[Stored items]
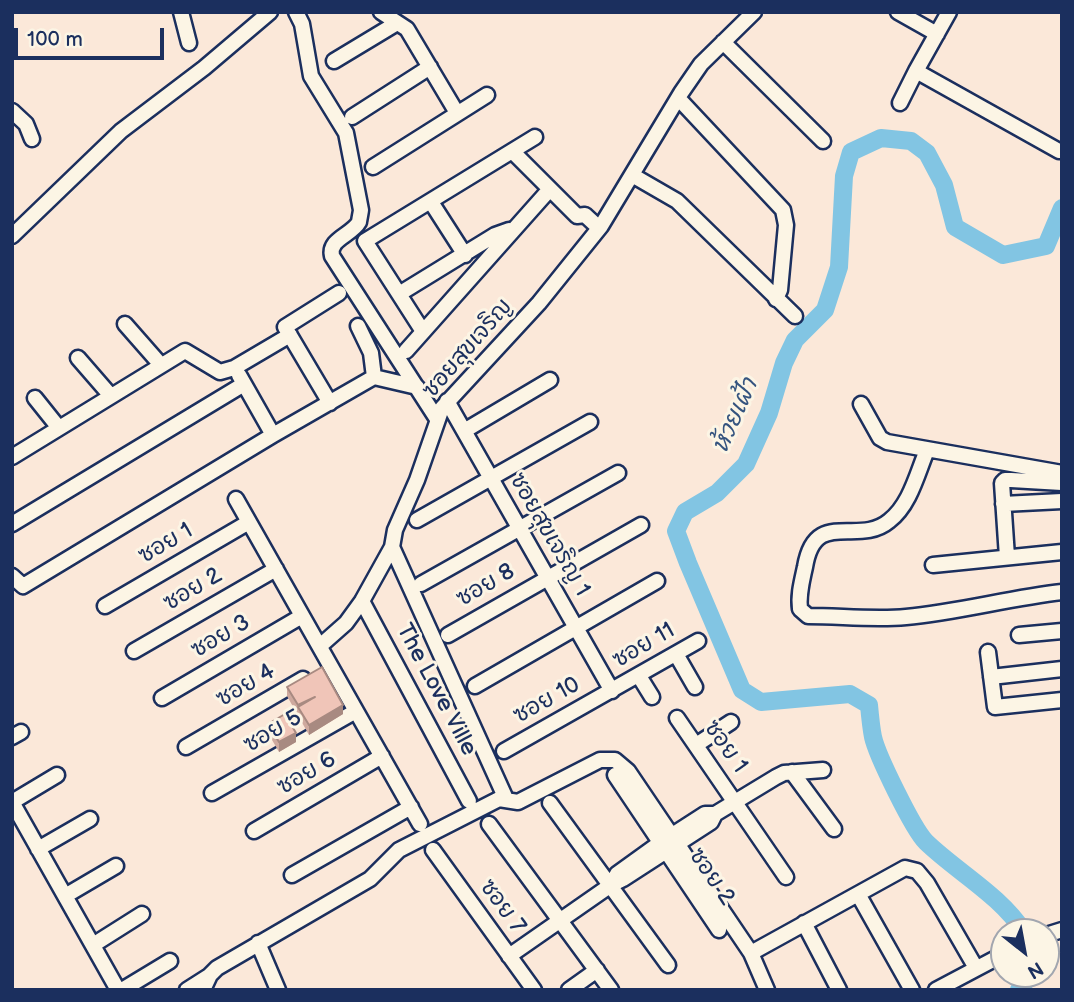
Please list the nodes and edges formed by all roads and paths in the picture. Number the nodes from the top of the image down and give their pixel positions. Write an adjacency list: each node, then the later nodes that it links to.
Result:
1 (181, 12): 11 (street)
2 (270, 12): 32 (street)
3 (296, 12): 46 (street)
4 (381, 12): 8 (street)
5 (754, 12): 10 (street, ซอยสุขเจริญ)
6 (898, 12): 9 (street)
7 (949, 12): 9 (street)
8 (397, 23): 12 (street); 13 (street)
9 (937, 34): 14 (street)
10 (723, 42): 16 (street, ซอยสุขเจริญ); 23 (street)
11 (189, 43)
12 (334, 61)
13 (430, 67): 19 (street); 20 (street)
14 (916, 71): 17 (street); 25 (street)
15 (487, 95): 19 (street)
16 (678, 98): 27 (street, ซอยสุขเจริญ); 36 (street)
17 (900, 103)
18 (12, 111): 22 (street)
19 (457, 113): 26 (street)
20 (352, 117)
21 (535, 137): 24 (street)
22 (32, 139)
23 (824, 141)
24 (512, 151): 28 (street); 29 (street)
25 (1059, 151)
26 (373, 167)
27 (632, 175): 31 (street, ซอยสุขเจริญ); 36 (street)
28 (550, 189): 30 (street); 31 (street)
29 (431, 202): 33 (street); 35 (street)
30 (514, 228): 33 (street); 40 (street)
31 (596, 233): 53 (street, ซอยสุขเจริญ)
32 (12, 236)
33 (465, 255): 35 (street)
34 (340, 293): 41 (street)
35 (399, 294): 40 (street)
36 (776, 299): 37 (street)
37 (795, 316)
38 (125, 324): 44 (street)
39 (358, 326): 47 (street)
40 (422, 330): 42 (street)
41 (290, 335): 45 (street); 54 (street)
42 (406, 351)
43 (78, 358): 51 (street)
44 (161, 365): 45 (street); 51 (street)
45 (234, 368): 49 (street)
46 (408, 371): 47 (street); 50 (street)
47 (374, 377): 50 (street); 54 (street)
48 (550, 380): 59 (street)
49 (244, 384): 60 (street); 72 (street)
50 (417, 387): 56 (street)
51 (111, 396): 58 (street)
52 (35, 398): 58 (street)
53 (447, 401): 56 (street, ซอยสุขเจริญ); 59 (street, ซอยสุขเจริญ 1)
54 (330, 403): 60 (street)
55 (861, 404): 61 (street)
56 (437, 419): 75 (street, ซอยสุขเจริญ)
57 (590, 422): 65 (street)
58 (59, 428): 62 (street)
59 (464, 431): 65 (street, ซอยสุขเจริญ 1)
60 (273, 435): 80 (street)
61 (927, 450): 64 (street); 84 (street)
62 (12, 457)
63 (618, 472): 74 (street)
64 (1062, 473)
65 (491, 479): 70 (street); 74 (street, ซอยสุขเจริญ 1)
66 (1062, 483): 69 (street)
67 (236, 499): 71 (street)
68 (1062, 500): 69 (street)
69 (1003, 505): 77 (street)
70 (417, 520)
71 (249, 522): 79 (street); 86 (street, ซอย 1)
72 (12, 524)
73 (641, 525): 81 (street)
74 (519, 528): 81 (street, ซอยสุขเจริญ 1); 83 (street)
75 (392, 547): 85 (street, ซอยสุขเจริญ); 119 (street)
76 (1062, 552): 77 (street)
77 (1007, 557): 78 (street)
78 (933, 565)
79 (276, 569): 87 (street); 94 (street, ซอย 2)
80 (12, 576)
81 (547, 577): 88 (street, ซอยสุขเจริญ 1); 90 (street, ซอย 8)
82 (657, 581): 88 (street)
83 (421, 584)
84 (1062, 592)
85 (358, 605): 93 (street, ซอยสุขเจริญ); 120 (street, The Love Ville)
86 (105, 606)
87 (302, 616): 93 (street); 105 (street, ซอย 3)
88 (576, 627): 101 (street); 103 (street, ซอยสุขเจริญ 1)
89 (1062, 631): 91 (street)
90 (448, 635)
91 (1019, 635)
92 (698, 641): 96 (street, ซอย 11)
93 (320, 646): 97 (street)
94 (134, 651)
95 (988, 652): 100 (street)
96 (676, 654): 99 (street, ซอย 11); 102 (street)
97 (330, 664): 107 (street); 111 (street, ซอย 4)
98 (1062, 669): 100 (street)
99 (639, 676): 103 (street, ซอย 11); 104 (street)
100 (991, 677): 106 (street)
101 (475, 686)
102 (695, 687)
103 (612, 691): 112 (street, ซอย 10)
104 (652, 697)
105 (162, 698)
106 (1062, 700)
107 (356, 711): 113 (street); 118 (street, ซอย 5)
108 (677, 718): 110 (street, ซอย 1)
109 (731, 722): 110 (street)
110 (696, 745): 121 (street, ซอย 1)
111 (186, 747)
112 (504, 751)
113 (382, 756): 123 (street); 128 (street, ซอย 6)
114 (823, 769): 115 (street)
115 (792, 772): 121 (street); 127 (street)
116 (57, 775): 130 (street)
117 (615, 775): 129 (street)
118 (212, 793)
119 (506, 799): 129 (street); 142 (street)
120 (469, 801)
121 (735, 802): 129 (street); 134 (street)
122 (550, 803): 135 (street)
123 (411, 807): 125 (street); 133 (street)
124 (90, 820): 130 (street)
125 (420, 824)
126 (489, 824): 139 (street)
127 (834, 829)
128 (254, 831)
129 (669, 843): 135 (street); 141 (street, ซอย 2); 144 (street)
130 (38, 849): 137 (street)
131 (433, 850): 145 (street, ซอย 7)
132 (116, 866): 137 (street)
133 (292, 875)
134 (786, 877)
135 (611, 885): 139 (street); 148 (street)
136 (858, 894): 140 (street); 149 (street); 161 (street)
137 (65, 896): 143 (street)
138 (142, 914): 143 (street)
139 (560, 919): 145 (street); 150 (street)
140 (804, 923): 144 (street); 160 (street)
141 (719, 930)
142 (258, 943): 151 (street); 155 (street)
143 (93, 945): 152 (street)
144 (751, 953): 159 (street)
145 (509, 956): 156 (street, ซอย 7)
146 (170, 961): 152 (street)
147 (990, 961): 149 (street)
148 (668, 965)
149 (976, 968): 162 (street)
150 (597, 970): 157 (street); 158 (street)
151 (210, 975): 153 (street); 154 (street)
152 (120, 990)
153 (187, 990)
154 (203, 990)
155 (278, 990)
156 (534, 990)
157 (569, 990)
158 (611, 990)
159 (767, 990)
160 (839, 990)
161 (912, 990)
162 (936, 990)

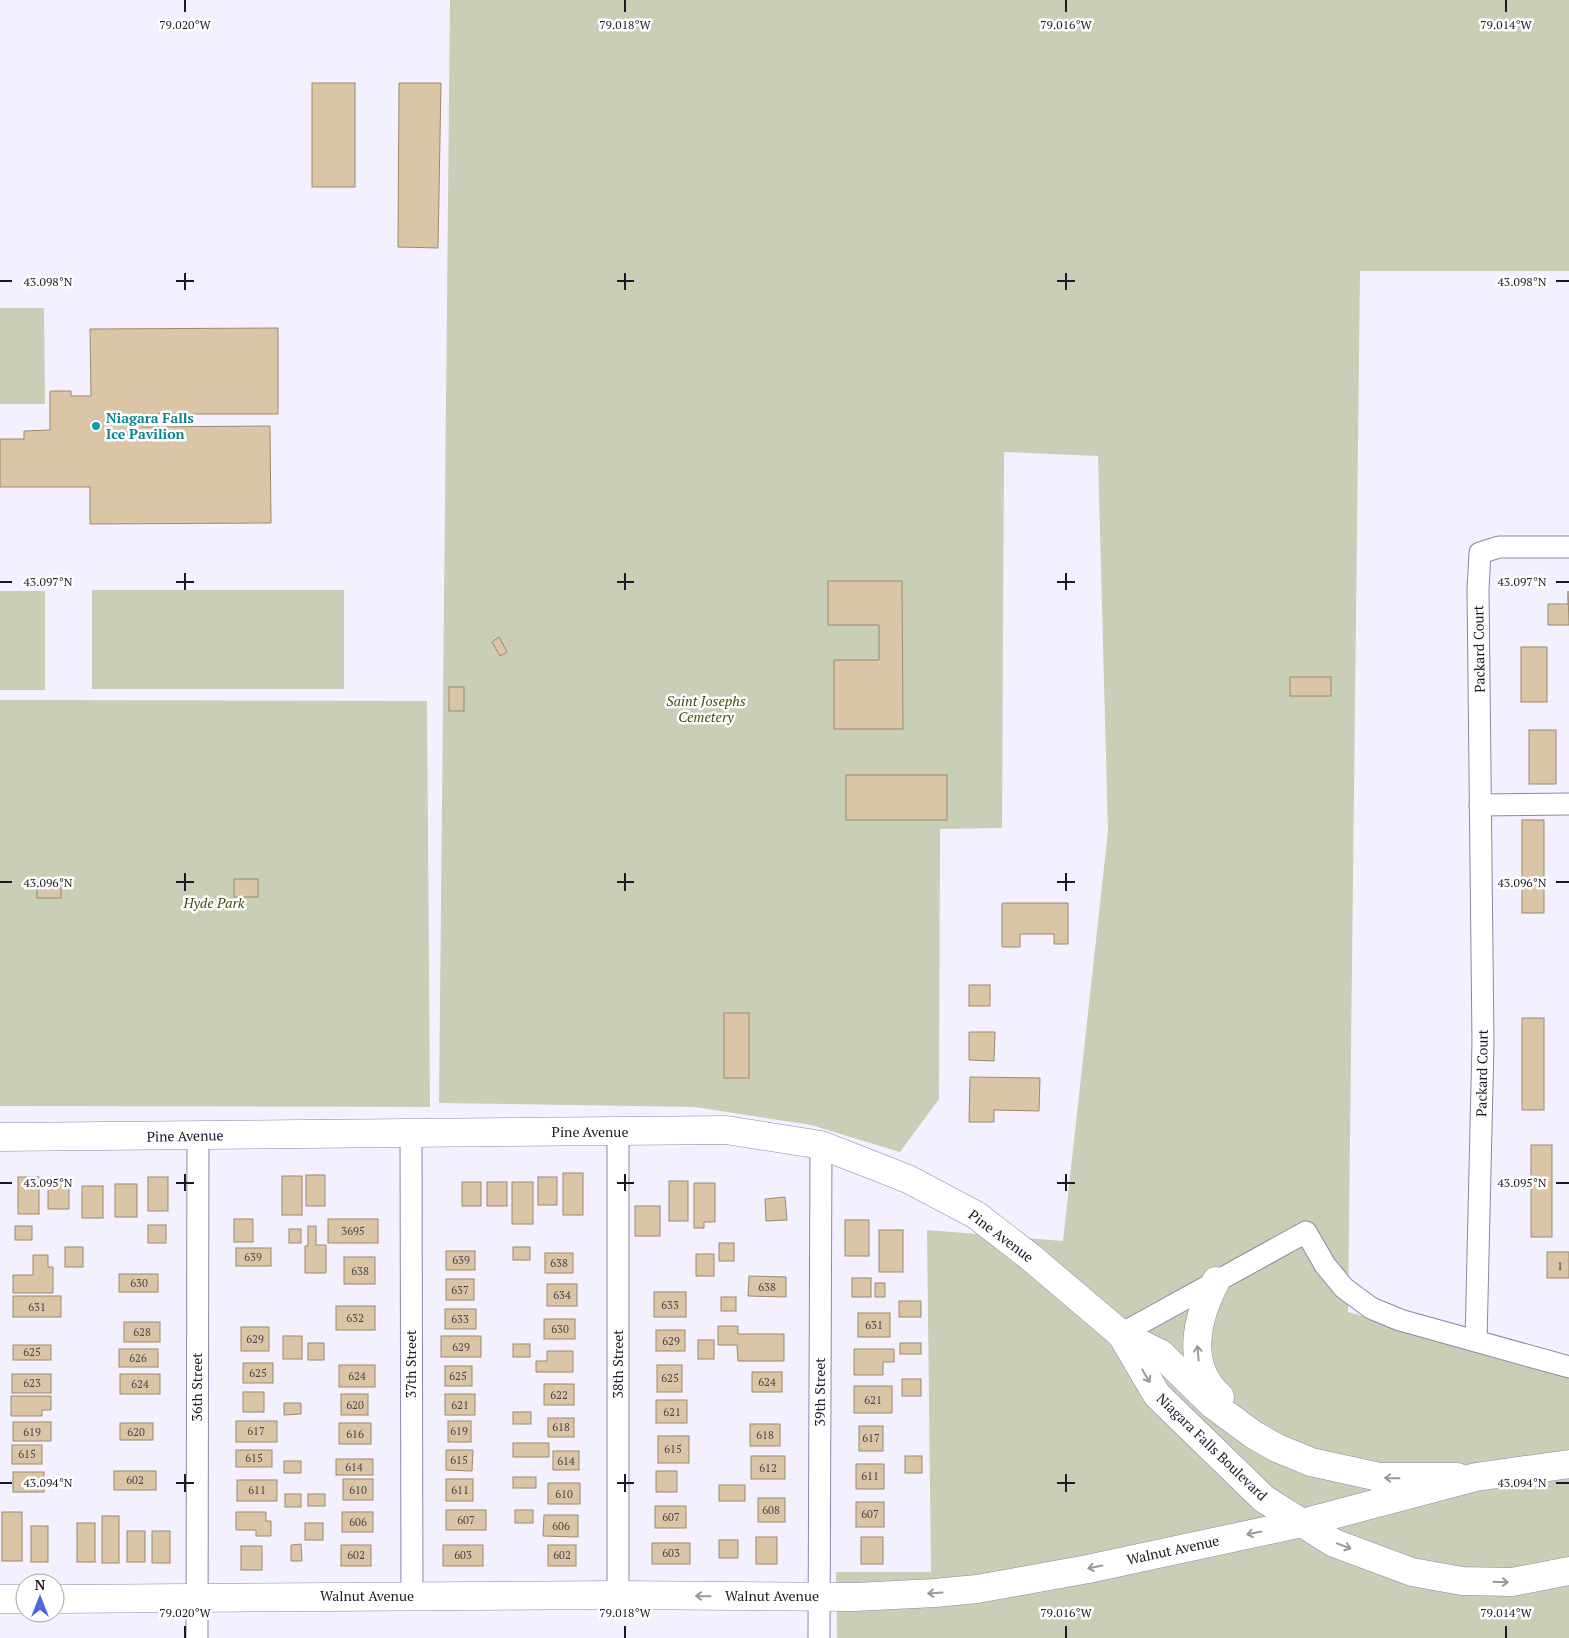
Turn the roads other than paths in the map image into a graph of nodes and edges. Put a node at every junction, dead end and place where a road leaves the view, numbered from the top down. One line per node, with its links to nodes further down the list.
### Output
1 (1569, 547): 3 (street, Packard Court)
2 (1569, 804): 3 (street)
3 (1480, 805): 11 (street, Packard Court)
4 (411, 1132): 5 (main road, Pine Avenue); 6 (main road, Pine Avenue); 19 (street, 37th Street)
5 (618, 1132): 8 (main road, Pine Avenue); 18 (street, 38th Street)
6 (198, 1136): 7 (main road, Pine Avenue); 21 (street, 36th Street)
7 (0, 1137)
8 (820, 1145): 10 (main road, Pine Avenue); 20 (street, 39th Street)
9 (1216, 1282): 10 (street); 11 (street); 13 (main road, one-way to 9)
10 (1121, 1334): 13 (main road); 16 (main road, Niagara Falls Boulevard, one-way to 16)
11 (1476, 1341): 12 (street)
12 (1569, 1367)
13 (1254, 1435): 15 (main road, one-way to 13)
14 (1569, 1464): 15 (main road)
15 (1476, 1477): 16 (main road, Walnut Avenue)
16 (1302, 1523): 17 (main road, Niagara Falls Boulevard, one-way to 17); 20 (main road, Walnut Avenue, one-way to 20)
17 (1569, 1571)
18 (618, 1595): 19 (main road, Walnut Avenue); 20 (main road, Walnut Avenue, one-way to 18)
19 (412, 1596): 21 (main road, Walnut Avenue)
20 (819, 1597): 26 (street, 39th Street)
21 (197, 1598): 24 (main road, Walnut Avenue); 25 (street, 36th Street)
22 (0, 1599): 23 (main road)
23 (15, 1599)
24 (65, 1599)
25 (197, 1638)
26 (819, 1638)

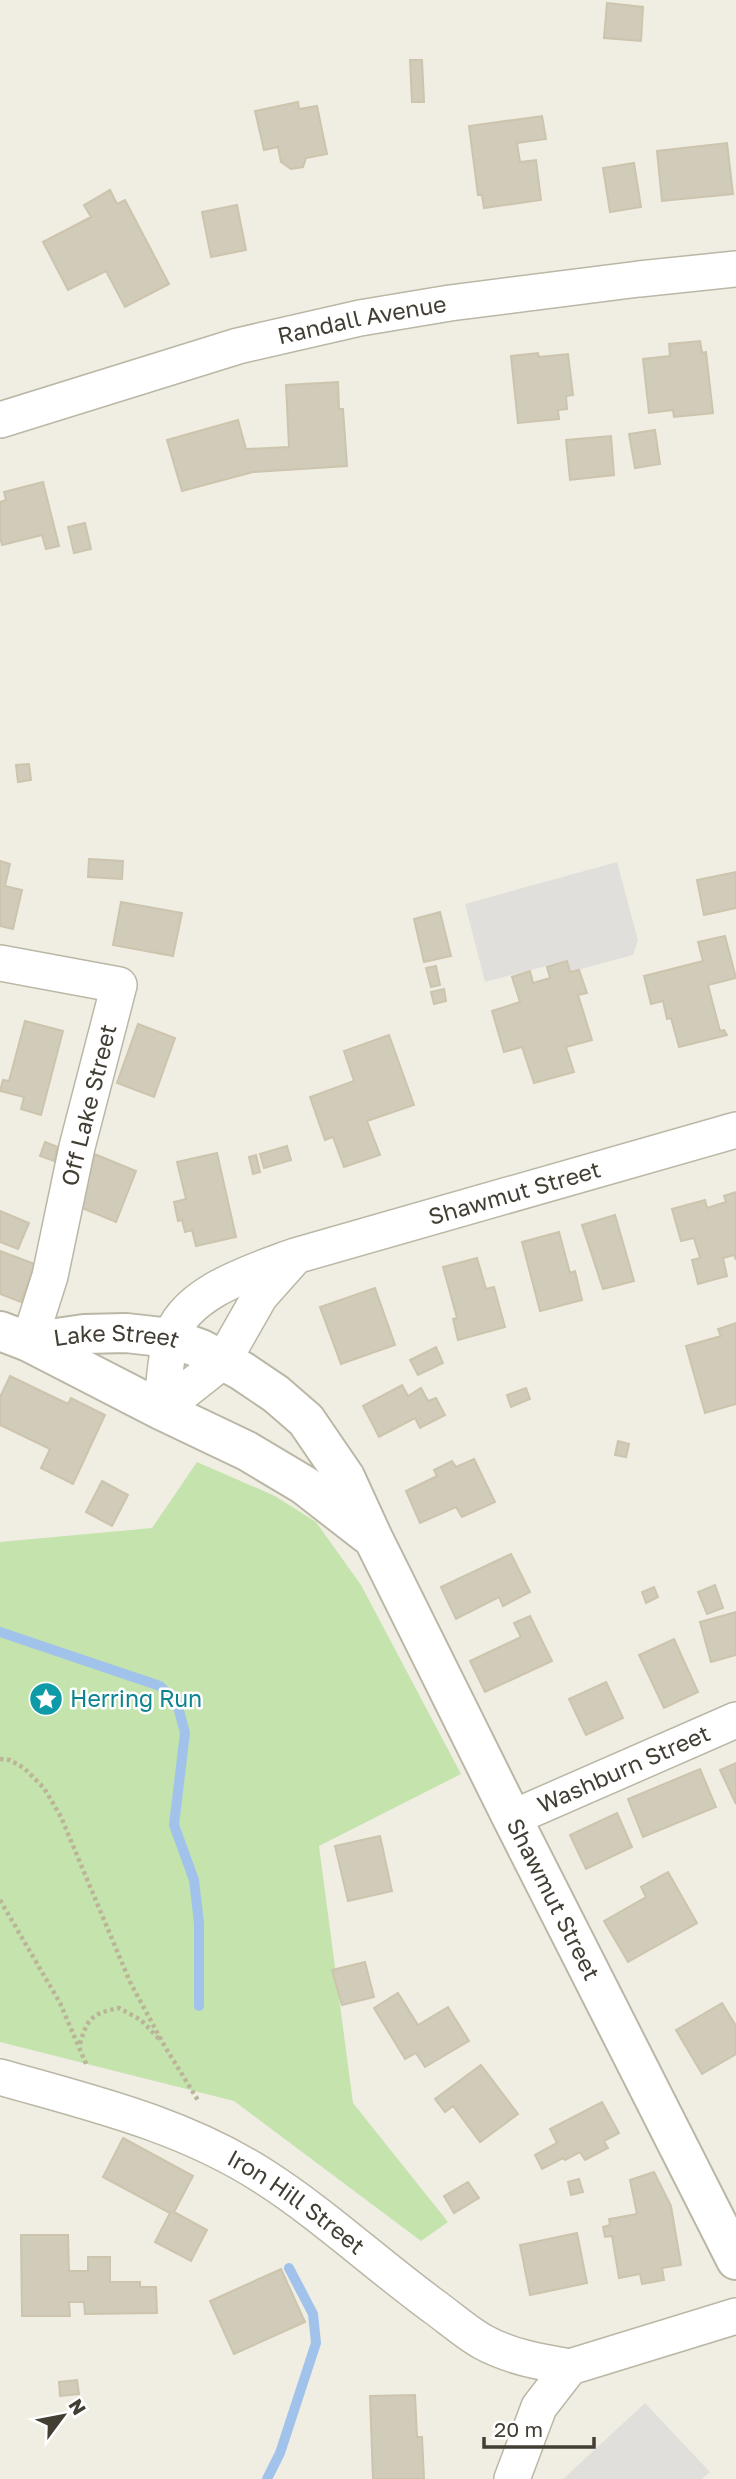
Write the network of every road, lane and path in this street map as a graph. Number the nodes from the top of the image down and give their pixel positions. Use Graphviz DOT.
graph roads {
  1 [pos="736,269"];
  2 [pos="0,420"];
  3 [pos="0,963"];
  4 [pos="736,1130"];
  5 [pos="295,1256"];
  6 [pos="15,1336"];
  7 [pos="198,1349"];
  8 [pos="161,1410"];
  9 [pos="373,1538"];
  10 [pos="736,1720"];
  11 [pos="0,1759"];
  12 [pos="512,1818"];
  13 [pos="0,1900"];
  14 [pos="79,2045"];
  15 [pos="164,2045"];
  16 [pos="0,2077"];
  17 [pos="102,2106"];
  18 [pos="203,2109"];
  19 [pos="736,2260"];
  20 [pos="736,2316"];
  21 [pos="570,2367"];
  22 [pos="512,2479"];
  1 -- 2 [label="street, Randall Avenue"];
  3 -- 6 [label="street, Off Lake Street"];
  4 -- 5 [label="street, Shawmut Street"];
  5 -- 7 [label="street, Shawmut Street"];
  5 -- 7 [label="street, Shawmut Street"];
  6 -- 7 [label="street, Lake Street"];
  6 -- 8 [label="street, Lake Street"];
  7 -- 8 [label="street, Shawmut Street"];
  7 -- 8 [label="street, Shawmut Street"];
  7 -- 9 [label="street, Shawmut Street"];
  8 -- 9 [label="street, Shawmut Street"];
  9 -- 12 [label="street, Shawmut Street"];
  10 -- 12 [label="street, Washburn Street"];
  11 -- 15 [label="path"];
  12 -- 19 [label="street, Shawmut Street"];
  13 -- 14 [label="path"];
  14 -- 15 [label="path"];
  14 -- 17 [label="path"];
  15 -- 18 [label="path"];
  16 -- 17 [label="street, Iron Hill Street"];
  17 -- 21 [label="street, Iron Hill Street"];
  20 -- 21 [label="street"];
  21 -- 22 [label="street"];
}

WHAT THIS TASK INVOLVES>
Please state how many lines in the entries above include the word "Boulevard", giving only the number.

ANSWER SECTION>
2